● **TASK TO CARRY OUT**
For the material below, state how many lines have the word "Мира" in them, with no other words.

● **SUPPLIED INFORMATION**

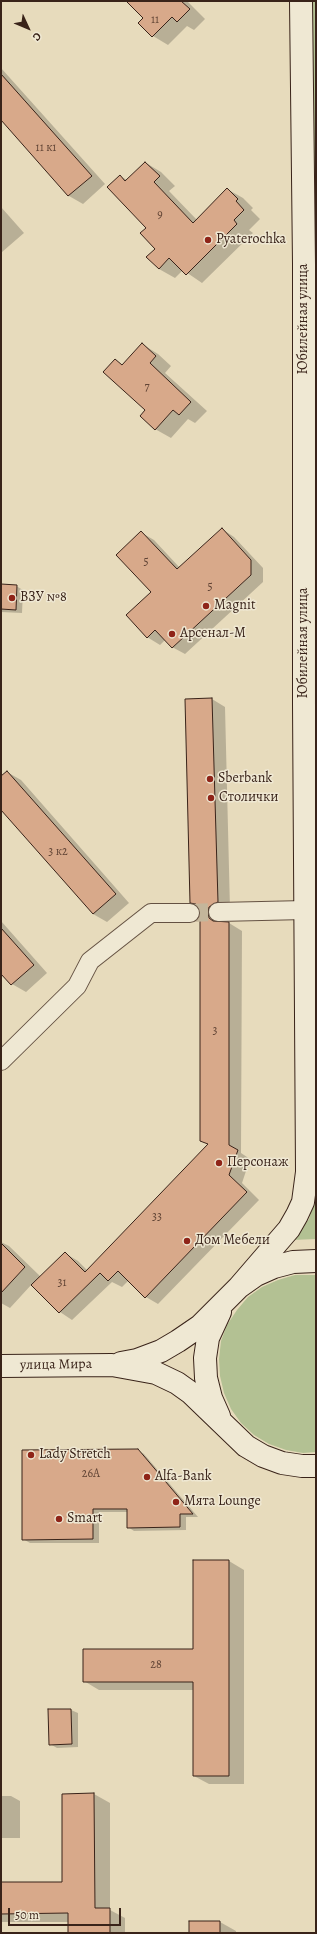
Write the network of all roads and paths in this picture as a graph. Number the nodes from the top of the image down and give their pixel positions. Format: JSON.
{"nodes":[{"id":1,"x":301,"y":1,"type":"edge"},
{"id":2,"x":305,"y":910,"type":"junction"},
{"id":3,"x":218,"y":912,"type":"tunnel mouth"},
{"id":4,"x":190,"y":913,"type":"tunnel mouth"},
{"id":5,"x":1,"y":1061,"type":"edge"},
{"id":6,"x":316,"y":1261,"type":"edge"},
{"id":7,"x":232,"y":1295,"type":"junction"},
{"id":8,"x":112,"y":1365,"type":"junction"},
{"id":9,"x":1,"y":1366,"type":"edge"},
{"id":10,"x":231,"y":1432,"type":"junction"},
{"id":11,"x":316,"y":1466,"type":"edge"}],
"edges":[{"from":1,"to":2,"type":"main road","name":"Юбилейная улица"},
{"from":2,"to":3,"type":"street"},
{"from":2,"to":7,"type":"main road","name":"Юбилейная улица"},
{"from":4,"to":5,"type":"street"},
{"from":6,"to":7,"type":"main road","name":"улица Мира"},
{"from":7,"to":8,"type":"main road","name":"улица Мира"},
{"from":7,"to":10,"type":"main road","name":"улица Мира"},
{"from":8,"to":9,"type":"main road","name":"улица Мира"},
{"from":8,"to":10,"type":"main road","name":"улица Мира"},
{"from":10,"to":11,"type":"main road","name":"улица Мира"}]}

● **EXERCISE SOLUTION**
6